4) Vigor. Vigor transforms laziness. If you're lazy, learn to be vigorous.

5) Dhyana concentration.

6) Wisdom. Most of all you need Prajna wisdom to transform stupidity. If you have no wisdom, give rise to Prajna and transform your stupidity. The bright light of wisdom abolishes the darkness of stupidity.

Bodhisattvas cultivate these Six Perfections and also the Ten-Thousand Conducts. Self-enlightened, they enlighten others, and are therefore unlike those of the Hinayana.

3. Complete enlightenment. This is wonderful enlightenment, the Buddha's enlightenment. The Buddha perfects self-enlightenment and the enlightenment of others, and when his enlightened practice is complete, he thereby realizes Buddhahood.

"You keep talking about the Buddha," you say, "but I still don't know what a Buddha's."

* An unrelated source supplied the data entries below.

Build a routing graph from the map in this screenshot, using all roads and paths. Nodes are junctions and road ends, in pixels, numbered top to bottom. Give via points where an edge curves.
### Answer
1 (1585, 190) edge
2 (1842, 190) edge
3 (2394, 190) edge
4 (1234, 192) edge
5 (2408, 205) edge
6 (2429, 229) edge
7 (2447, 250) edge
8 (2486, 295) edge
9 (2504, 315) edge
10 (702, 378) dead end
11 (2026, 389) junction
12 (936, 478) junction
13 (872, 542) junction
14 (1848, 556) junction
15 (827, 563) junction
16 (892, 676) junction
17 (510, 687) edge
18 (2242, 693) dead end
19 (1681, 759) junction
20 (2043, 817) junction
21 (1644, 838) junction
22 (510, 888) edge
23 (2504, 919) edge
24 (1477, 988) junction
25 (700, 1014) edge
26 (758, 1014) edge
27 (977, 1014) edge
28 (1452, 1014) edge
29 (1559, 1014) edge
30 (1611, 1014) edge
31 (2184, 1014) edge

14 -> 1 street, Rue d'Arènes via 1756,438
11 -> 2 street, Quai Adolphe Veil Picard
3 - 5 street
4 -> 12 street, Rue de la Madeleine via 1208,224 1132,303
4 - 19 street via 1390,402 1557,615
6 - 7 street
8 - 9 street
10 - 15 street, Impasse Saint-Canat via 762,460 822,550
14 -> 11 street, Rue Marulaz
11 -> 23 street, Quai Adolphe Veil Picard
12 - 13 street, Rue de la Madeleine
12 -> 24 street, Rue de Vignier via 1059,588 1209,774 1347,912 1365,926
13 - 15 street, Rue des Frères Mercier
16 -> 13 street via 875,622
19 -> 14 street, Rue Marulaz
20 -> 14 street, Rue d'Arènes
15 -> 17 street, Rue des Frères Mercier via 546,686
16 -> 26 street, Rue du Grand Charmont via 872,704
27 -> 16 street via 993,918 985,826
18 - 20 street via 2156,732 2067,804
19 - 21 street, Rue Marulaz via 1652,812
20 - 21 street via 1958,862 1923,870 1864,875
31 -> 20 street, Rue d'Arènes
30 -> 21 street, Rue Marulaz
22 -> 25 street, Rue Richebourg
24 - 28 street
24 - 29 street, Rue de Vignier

You don't know? I will tell you;

You are the Buddha.

"Then why don't I know it?” you ask.

Your not knowing is just the Buddha! But this is not to say that you have already realized Buddhahood. You are a "not-yet-become" Buddha. You should understand that the Buddha became a Buddha from the stage of a living being. It is just living beings who can cultivate to realize Buddhahood. The Buddha is the Enlightened One, and when a human being becomes enlightened, he's a Buddha too. Without enlightenment, he's just a living being. This is a general explanation of the word BUDDHA.
1All methods, practices, and procedures leading to enlightenment.

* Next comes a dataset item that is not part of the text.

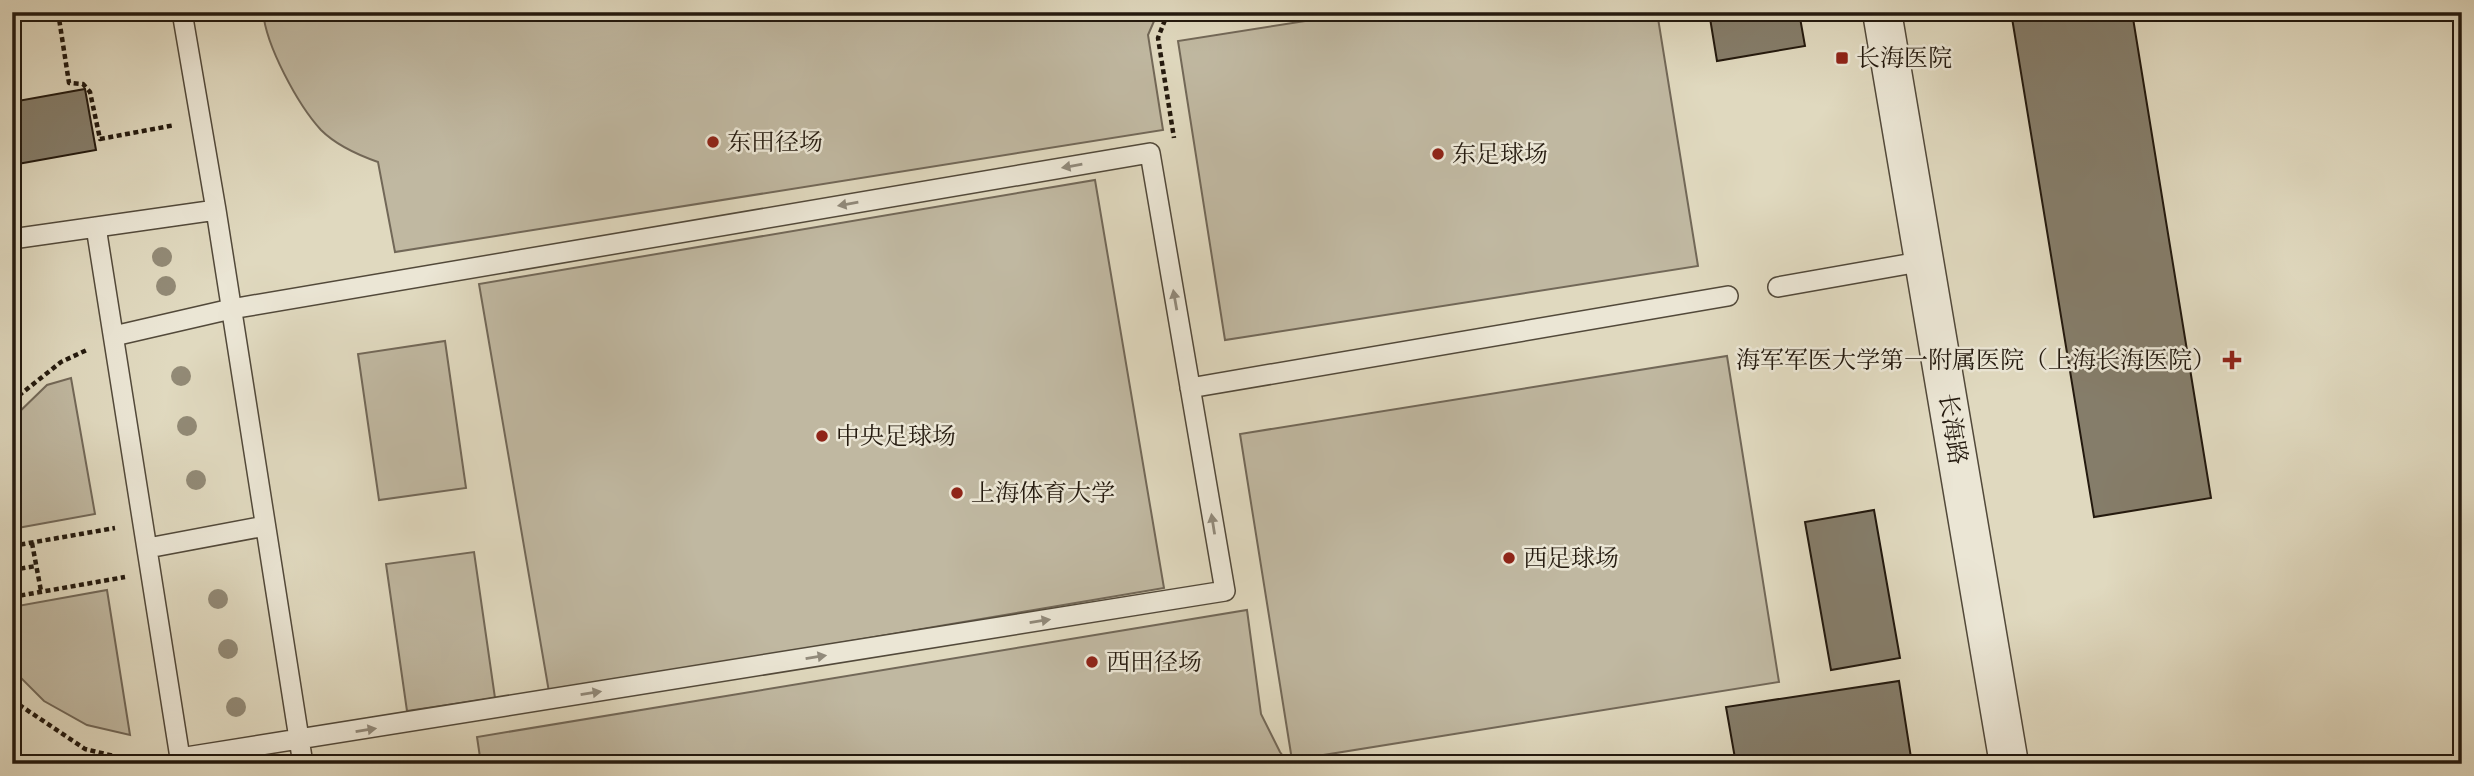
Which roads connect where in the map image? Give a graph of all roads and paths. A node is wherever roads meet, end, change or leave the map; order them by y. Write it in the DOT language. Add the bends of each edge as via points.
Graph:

      The Buddha had Three Bodies, Four Wisdoms, Five Eyes, and Six Spiritual Penetrations. You may be a Buddha, but you are still an unrealized Buddha, for you do not have these powers. The Buddha cultivated from the stage of a common person to Buddhahood, and has all the attributes of Buddhahood.

Some who haven't become Buddhas claim to be Buddhas. This is the height of stupidity; claiming to be what they are not, they thereby cheat themselves and cheat others. Isn't this to be a "Great Stupid One"? Everyone can become a Buddha, but cultivation is necessary. If one has the Three Bodies and the Four Wisdoms one may call himself a Buddha. If one has just the Five Eyes or a bit of Spiritual Penetration, one may not. The Three Bodies are:

1. The Dharma body,

2. The Reward body, and

3. The Transformation body.

The Four Wisdoms are:

1. The Great Perfect Mirror Wisdom,

2. Wonderful Observing Wisdom,

3. Perfecting Wisdom, and

4. Equality Wisdom.

The Six Spiritual Penetrations are:

1. The Heavenly Eye. The Heavenly Eye can see the gods and watch all their activities.

2. Heavenly Ear. The Heavenly Ear can hear the speech and sounds of the gods.

3. Others Thoughts. Thoughts in others, minds which have not been spoken are already known.

4. Past Lives. With this penetration one can know the past.

5. Extinction of Outflows. To be without outflows is to have no thoughts of sexual desire, greed, hate, or stupidity. In general, once one gets rid of the eighty-four thousand faults, one has no outflows. Outflows are like water pouring through a leaky bottle. Originally there were outflows, but at this stage the holes have been repaired.

6. Complete Spirit. Also called the Penetration of the Spiritual Realm; this is an inconceivably wonderful state.

The Five Eyes:

1. The Heavenly Eye,

2. Buddha Eye,

3. Wisdom Eye,

4. Dharma Eye,

5. Flesh Eye.

A verse says,

The Heavenly Eye penetrates without obstruction.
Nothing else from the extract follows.